* Your objective: Filter the listing and keep only the lines with the word "links".

* Excerpted records:
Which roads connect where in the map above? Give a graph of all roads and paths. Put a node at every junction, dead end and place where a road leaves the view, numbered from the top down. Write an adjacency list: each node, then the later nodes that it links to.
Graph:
--
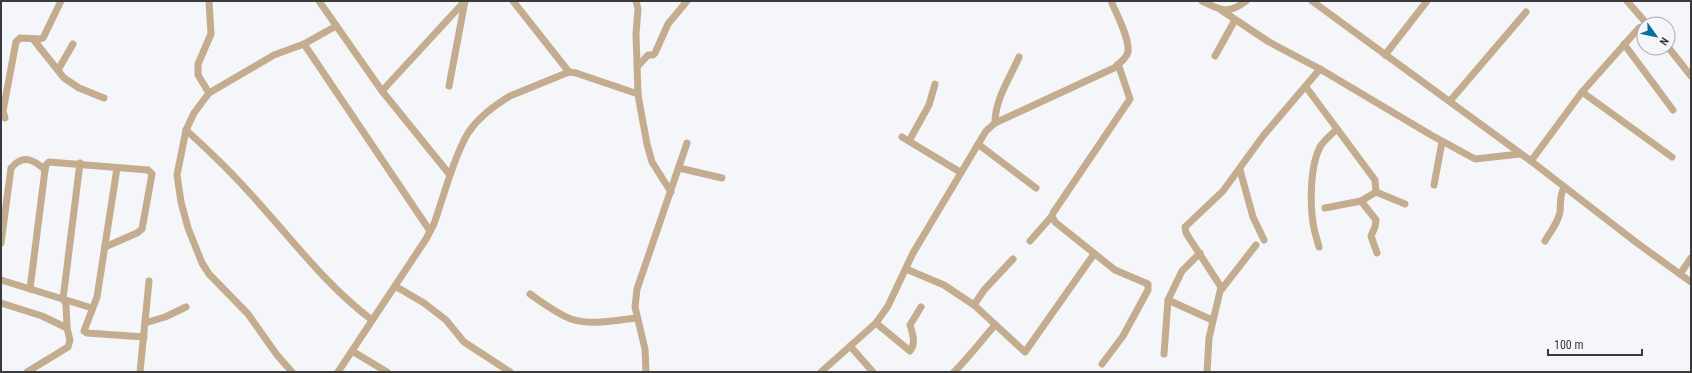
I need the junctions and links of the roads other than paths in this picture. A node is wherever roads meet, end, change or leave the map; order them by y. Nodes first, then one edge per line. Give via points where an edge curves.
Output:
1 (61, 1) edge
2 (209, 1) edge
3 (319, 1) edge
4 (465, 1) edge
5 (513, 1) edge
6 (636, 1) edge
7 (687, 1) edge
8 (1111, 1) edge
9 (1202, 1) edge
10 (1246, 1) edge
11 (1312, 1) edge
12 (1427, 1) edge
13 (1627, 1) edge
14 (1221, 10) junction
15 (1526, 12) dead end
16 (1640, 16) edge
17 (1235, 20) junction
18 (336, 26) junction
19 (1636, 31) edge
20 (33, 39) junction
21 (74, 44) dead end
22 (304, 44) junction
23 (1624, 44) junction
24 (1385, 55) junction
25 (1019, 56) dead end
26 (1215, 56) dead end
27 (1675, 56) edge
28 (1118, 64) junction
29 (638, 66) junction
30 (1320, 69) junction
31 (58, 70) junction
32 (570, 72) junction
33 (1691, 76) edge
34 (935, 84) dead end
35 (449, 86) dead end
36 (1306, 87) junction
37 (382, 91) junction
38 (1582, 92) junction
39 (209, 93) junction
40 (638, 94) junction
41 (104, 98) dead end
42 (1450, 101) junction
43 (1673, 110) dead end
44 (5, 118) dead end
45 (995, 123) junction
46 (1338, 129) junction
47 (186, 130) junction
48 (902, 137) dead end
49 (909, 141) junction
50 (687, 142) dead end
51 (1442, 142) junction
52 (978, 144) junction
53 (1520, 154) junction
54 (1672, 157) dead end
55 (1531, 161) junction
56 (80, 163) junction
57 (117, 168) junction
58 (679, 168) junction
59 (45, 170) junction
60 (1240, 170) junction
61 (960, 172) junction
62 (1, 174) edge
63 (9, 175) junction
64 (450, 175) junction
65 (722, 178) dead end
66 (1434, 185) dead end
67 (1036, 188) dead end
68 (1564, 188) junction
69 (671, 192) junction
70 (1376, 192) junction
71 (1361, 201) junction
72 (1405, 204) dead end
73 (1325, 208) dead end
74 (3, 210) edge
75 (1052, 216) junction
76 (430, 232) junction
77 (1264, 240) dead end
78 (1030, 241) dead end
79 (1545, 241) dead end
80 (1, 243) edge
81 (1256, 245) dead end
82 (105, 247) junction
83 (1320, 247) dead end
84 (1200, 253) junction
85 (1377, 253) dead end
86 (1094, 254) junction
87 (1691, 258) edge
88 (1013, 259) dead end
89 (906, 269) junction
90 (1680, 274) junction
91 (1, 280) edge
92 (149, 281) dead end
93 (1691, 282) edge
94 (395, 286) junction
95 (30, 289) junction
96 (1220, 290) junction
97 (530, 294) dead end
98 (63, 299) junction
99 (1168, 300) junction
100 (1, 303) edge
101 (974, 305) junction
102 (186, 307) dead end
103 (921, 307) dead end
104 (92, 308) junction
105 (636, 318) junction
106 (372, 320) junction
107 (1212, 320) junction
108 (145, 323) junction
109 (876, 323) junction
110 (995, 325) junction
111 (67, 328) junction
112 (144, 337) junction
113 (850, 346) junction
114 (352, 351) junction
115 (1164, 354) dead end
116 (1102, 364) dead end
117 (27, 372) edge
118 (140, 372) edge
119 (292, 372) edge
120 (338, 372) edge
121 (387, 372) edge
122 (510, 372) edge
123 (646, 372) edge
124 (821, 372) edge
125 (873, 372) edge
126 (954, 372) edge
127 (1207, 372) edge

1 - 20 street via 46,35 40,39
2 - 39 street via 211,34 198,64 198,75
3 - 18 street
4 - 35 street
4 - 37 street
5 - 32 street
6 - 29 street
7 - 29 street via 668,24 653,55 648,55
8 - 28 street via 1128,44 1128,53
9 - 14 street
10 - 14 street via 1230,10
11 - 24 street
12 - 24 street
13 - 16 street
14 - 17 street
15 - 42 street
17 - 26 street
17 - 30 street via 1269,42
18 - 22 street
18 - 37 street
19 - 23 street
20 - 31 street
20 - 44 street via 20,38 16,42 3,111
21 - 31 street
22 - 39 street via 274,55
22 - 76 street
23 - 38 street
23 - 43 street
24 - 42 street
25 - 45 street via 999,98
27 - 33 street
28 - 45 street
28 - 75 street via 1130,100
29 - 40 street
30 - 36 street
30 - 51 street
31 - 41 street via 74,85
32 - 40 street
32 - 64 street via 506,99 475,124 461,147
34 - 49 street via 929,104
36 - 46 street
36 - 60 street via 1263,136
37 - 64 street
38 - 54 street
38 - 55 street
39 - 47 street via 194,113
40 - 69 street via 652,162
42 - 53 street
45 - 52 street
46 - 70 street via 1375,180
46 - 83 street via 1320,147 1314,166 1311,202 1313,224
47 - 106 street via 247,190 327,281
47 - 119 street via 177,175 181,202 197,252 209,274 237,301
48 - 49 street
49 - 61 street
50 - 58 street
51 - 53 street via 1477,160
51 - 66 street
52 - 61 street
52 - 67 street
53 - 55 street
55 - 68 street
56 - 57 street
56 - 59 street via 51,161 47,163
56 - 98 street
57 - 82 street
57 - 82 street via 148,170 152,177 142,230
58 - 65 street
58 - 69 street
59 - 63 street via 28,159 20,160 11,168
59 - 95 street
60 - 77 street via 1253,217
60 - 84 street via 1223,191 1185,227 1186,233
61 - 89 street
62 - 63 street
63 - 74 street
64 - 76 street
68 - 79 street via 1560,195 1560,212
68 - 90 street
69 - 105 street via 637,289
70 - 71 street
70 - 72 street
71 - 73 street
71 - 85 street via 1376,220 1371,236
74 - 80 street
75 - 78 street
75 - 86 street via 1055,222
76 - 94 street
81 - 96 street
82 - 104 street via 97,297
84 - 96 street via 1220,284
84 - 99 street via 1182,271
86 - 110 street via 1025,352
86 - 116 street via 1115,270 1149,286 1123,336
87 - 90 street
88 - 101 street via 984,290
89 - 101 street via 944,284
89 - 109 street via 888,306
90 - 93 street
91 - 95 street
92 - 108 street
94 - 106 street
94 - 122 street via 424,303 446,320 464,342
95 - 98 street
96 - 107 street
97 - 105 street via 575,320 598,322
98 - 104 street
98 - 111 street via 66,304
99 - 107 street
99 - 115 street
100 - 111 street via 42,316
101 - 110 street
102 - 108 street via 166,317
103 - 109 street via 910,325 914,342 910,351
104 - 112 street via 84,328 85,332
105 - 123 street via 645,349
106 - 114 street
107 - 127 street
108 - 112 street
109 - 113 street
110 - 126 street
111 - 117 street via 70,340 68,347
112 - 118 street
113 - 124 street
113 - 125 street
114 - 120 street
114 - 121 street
==
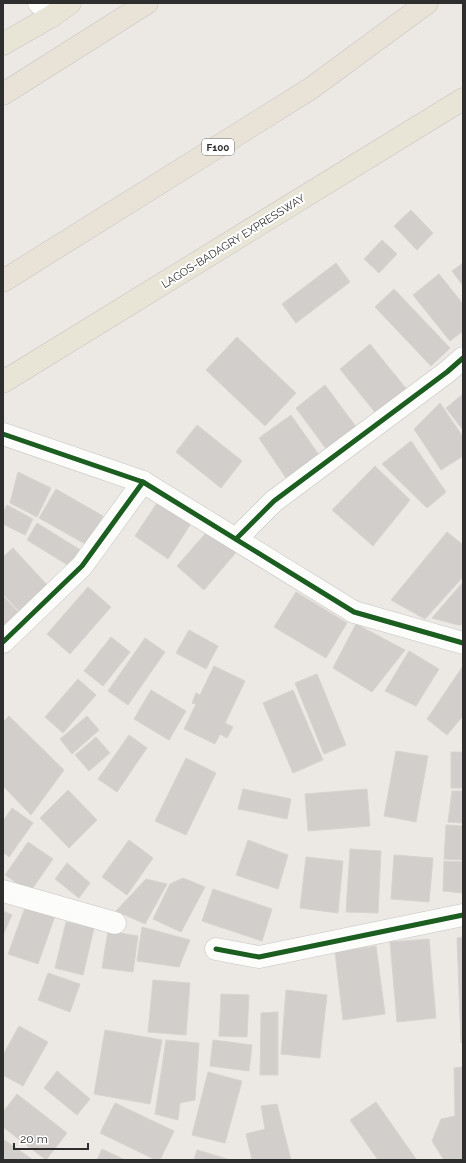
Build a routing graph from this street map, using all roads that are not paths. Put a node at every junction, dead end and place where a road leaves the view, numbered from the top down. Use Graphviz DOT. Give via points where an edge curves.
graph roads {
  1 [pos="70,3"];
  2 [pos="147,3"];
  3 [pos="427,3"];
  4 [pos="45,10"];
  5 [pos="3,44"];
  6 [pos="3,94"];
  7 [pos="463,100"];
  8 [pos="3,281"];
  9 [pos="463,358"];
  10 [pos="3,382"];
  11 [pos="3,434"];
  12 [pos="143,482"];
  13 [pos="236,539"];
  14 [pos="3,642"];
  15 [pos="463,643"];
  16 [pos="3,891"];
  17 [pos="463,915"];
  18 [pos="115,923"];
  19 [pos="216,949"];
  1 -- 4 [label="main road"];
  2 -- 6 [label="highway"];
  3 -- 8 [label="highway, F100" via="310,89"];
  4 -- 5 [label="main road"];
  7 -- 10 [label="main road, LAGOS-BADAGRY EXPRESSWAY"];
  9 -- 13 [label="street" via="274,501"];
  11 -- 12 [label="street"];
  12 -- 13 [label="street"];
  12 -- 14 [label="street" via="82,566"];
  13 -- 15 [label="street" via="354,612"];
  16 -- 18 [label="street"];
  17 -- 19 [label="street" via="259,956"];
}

* Response to this exercise:
Which roads connect where in the map above? Give a graph of all roads and paths. Put a node at every junction, dead end and place where a road leaves the view, numbered from the top down. Write an adjacency list: each node, then the later nodes that it links to.
I need the junctions and links of the roads other than paths in this picture. A node is wherever roads meet, end, change or leave the map; order them by y. Nodes first, then one edge per line. Give via points where an edge curves.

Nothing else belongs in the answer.